As we enter the first full weeks of the semester, students are beginning to receive assignments in classes that are more complex than naming three fun facts about themselves to get to know each other. As professors assign papers, Moodle readings and research topics, students must learn how to access the resources that the College’s libraries have to offer. While in years past, students may have been told to familiarize themselves with the many facets of the library during their first year, this year the library held an Open House advertised to all students. Events like this have been held for the past few years, but several additions were made this time, including a change in the way students were directed from place to place.
In an effort to take students all around the library and teach them how to access each important spot, the library planning committee created a digital map where students could follow the “Black & Gold Trail” from places like APEX and Timken to the Crow’s Nest along with directions to and descriptions of each spot.
Librarian of the College Irene Herold added that new this year was the addition of a theme to the classic library tour. “The biggest difference this year was creating a theme for the event, which we will be evaluating to see if we want to continue it for future years.

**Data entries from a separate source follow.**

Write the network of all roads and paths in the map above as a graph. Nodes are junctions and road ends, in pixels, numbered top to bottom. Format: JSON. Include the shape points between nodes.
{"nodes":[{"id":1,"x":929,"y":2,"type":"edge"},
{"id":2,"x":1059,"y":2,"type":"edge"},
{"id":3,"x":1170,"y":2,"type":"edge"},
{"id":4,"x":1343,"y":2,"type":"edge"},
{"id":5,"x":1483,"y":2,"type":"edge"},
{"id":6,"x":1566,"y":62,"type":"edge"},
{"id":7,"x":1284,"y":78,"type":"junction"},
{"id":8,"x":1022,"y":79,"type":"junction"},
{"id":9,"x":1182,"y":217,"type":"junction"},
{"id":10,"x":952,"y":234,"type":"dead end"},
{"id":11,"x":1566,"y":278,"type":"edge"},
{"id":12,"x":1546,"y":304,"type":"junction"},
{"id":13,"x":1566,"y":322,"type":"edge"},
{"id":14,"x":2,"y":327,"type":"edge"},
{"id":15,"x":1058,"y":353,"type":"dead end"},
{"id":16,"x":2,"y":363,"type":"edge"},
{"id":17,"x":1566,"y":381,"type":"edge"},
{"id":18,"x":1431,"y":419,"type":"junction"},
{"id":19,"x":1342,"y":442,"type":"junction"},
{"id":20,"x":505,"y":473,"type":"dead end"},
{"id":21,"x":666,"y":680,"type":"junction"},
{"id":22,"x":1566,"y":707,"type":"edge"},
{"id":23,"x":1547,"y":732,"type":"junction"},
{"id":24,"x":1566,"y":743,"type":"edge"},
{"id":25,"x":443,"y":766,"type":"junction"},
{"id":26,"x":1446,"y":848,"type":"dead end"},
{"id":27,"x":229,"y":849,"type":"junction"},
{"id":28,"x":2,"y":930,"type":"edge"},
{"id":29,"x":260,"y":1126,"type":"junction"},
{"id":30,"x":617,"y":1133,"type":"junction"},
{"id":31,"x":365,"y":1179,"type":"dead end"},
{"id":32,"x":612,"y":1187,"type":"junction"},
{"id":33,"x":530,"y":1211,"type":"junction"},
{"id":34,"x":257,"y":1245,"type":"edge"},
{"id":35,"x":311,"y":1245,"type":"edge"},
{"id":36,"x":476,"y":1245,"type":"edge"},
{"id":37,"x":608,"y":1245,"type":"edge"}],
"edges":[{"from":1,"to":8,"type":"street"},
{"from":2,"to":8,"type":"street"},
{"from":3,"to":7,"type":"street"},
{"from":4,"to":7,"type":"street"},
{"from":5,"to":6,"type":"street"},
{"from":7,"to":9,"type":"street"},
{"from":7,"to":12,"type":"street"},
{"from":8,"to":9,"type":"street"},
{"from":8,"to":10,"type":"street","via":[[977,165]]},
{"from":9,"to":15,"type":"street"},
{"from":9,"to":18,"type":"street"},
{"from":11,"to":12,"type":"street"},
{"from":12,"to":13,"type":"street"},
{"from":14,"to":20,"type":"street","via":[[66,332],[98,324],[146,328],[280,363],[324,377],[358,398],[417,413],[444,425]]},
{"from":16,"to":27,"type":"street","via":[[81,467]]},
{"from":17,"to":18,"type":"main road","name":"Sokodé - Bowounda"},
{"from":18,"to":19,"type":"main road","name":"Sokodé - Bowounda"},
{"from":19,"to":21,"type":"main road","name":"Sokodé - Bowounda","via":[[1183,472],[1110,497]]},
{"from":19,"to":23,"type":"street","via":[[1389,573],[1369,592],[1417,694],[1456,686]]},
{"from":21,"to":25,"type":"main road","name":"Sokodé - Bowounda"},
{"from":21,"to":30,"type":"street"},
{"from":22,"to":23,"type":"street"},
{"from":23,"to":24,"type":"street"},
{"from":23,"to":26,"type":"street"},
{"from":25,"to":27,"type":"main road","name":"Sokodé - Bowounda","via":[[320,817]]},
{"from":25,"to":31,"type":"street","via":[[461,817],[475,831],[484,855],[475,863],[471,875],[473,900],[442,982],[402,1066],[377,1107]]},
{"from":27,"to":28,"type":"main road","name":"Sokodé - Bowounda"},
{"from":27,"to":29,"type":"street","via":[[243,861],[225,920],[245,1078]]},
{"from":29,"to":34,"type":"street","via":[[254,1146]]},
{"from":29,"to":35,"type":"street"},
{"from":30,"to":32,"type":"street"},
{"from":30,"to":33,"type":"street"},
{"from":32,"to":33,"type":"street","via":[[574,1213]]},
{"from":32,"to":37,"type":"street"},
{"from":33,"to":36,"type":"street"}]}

It was ‘TAG! You’re It!’ and refers to Timken/Andrews/Gault for TAG, and our focus on students (as the ‘it’ part).” The inclusion of the students in the theme was not accidental. “We felt a more interactive and engaging experiences (plus doughnuts and other treats) would draw students in and provide an overview of what was available. These are instructional and experiential resources here that all students should know about,” Herold said.
Students also appreciated the added interaction in this year’s Open House. Teresa Ascencio ’23 completed the challenge and enjoyed the opportunity to gain familiarity with the library. “I thought it was really nice. You know, just like what they had to present, all the information, the way they set it up — of course they had doughnuts, which was a highlight. I thought it was very well planned out, even with the tape of the ground to help people with the trail and such, so I think it was really well thought out and well planned for first years and people who don’t know their way around the school — especially the library,” said Ascencio.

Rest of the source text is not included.